Posted by wastedenergy on December 14, 2010

Does a Nissan Leaf or a GM Volt really use considerably less energy than a comparable conventional compact or midsize sedan?  Could the same reasoning given for seductive “100+ mpg” and “Zero Emissions” stickers be used for more insidious purposes? With the first shipment of 2011 model electric passenger vehicles ready to hit the streets and plug-in hype at an all-time high, it’s worth considering the implications of the EV methodology from the EPA (no, not the Electric Plug-in Association) and all its faults for another measure used to compare energy options: the energy return on investment (EROI) of primary fuels.  In fact, the same rationale used to justify head-scratching mileage ratings is used in a misleading context to make sources of renewable energy, such as the sun, appear less attractive in terms of energy return than conventional dirty coal and oil.

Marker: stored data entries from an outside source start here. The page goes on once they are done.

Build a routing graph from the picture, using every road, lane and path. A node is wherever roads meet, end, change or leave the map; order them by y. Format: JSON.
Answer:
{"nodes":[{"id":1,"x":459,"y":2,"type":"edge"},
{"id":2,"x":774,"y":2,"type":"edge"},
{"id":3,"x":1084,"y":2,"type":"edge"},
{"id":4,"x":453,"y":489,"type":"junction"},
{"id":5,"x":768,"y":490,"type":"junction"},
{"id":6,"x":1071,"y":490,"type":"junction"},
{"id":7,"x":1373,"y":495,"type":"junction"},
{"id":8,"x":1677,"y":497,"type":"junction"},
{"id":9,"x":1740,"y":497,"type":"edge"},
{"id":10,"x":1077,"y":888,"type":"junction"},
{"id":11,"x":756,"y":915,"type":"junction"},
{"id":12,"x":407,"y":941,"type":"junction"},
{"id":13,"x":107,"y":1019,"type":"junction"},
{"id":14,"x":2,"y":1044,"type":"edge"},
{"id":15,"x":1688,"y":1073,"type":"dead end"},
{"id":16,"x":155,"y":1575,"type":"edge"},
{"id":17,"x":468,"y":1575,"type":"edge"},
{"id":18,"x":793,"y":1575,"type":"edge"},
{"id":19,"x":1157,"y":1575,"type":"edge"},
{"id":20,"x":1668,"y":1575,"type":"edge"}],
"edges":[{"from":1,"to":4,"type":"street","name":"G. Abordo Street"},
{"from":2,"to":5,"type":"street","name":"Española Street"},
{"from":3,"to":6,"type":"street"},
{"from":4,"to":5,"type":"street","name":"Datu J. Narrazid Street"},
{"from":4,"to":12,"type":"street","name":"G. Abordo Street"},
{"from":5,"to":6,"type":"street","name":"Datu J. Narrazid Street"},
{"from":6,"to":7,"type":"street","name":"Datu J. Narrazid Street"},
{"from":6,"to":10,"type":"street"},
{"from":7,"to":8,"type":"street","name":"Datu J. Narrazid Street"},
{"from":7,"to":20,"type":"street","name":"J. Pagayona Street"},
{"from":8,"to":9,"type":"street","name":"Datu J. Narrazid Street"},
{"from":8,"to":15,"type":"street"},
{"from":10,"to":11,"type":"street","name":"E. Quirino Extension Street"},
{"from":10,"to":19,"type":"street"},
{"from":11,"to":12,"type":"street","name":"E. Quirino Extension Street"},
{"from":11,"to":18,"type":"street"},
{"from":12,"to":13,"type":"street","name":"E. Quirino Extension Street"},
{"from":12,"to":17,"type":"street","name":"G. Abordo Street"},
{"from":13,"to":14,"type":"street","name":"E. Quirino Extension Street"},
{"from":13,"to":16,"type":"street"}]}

The biggest problem with 100+ mpg ratings for vehicles of the plug-in type is that primary fuels, or slightly refined derivatives thereof, are compared directly to units of electricity.   It should be noted that electricity does not simply come out of the ground as do coal or oil; it is a highly refined and nearly universal energy carrier whose versatility gives it far greater utility to society than raw fuel with its limited direct uses.  But according to the methodology of EPA, “a BTU is a BTU,” and units of electrical energy can be compared directly to the energy content of primary fuels such as gasoline and diesel fuel.  This is rather like comparing oranges to orange juice.  The high apparent efficiency of electric vehicles derives from the actual inefficiency in converting thermal energy to usable electric or motive energy (and in fact the conversion between these two forms is also close to 100% efficient).  If you want to know how many “gasoline gallon equivalents” any vehicle is actually using, simply multiply the given mileage using the EPA method by the conversion efficiency of the power plant used to generate its motive power.  In the case of a conventional vehicle, the power plant sits under the hood.  In the case of the typical U.S. grid mix, the power plant sits on somebody else’s backyard and is usually around 33% efficient.  So your 120 “mpg” EV actually gets, all told, around 40 miles per “gallon-equivalent” of its primary fuel, assuming you charge it from the grid.  Not too shabby, but 40 is not the same as 120.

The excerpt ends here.